Our teams come through the Algonauts pipeline trained on HIPAA, HITRUST, SOC 2, FDA 21 CFR PART 11 before they touch a client codebase in Healthcare. The training is not optional and not certificate-only — engineers must demonstrate working competence on representative compliance scenarios before they are deployed. This is the reason our Healthcare clients do not see the "compliance was an afterthought" pattern that drives most remediation engagements.
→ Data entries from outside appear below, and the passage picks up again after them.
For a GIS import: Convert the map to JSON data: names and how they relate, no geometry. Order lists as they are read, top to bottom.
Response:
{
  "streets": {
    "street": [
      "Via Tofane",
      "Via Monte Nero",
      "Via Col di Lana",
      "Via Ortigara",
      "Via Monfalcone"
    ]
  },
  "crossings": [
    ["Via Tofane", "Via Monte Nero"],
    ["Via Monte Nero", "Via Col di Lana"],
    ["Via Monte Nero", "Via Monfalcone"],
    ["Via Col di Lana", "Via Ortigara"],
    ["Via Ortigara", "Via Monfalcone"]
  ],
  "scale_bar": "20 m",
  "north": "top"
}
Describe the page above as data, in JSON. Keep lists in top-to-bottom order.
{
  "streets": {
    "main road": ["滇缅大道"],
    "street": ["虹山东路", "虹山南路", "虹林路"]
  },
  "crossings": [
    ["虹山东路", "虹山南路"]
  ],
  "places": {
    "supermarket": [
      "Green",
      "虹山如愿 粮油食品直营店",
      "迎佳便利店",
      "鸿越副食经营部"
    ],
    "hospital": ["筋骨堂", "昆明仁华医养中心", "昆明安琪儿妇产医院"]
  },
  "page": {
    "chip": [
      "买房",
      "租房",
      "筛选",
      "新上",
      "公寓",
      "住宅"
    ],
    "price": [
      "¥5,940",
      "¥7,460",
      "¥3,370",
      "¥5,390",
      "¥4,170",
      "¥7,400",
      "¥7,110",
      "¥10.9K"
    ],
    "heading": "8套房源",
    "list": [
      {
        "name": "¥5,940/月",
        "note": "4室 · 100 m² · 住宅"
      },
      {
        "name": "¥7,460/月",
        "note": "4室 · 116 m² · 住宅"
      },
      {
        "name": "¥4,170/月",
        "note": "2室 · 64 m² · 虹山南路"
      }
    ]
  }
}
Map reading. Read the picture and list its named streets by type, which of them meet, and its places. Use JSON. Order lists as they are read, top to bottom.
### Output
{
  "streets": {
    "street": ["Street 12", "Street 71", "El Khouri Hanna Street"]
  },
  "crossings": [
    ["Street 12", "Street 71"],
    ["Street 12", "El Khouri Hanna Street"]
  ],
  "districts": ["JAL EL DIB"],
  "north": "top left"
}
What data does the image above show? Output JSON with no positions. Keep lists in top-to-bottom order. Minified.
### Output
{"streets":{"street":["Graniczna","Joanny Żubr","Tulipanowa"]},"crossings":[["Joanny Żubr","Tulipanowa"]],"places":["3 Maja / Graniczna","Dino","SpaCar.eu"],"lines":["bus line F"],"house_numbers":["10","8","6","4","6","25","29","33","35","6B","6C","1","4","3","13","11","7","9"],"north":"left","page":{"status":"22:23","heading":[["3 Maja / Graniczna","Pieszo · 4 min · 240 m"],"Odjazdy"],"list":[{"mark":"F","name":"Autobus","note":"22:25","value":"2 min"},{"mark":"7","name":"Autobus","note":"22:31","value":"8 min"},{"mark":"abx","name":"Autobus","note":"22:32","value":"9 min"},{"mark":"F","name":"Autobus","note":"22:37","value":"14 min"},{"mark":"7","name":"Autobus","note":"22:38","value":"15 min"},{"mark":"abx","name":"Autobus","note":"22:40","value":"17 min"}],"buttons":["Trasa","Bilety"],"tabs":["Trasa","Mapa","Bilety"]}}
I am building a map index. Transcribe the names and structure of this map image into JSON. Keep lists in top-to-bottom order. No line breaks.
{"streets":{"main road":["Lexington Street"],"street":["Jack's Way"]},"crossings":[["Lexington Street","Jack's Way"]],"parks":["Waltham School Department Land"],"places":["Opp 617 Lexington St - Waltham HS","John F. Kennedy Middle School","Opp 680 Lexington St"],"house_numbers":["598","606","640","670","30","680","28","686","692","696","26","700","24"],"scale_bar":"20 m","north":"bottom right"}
Engagement pricing is fixed. The price you agree at engagement start is the price at delivery. Scope changes that materially expand the engagement are negotiated transparently as change orders; we do not bury scope creep in velocity reports or sprint backlogs. The economic model rewards us for delivering, not for billing — and that alignment is the foundation under everything else above.
Common Procurement Questions — Healthcare
How is this engagement different from staff augmentation?
Staff augmentation places named contractors against an hourly rate card; the client retains accountability for delivery, methodology, and code quality. Our engagements are fixed-price commitments against named milestones; we retain accountability for delivery and ship the system as a deliverable, not the engineers as a resource. The contractual posture, the team composition, and the economic incentives are different.
What happens if the engagement scope changes?
Material scope expansions are negotiated transparently as change orders against the original engagement. We do not bury scope creep in velocity reports or sprint backlogs. Minor clarifications and emergent design decisions are absorbed without change orders — the fixed-price commitment includes a reasonable allowance for in-scope adjustments that any real engineering project requires.
What does post-delivery support look like?
The deliverable is designed to be operated by your team without our continued involvement. Documentation, runbooks, and the ALICE compliance enforcement layer continue to enforce the standards after we leave. Optional retainer support is available for organizations that want a defined escalation path to the engagement team for the first six months; most clients do not need it.
How do you handle data access during the engagement?
Production data access for our engineers is mediated through the same compliance controls that govern your internal engineering team. Named workforce documentation, framework-specific training currency, background checks, and BAA or equivalent agreements are completed before access provisioning. Access events are logged with the engineer's named identity, not a shared service account.
What is the procurement path?
Most engagements begin with a 30-minute scoping conversation, followed by a written engagement proposal within five business days that specifies scope, milestones, fixed price, and named team members. Standard contracting cycles complete within two weeks of proposal acceptance. We are familiar with enterprise procurement gating (vendor onboarding, SOC 2 review, BAA execution, MSA negotiation) and we support these processes without billable consulting overhead.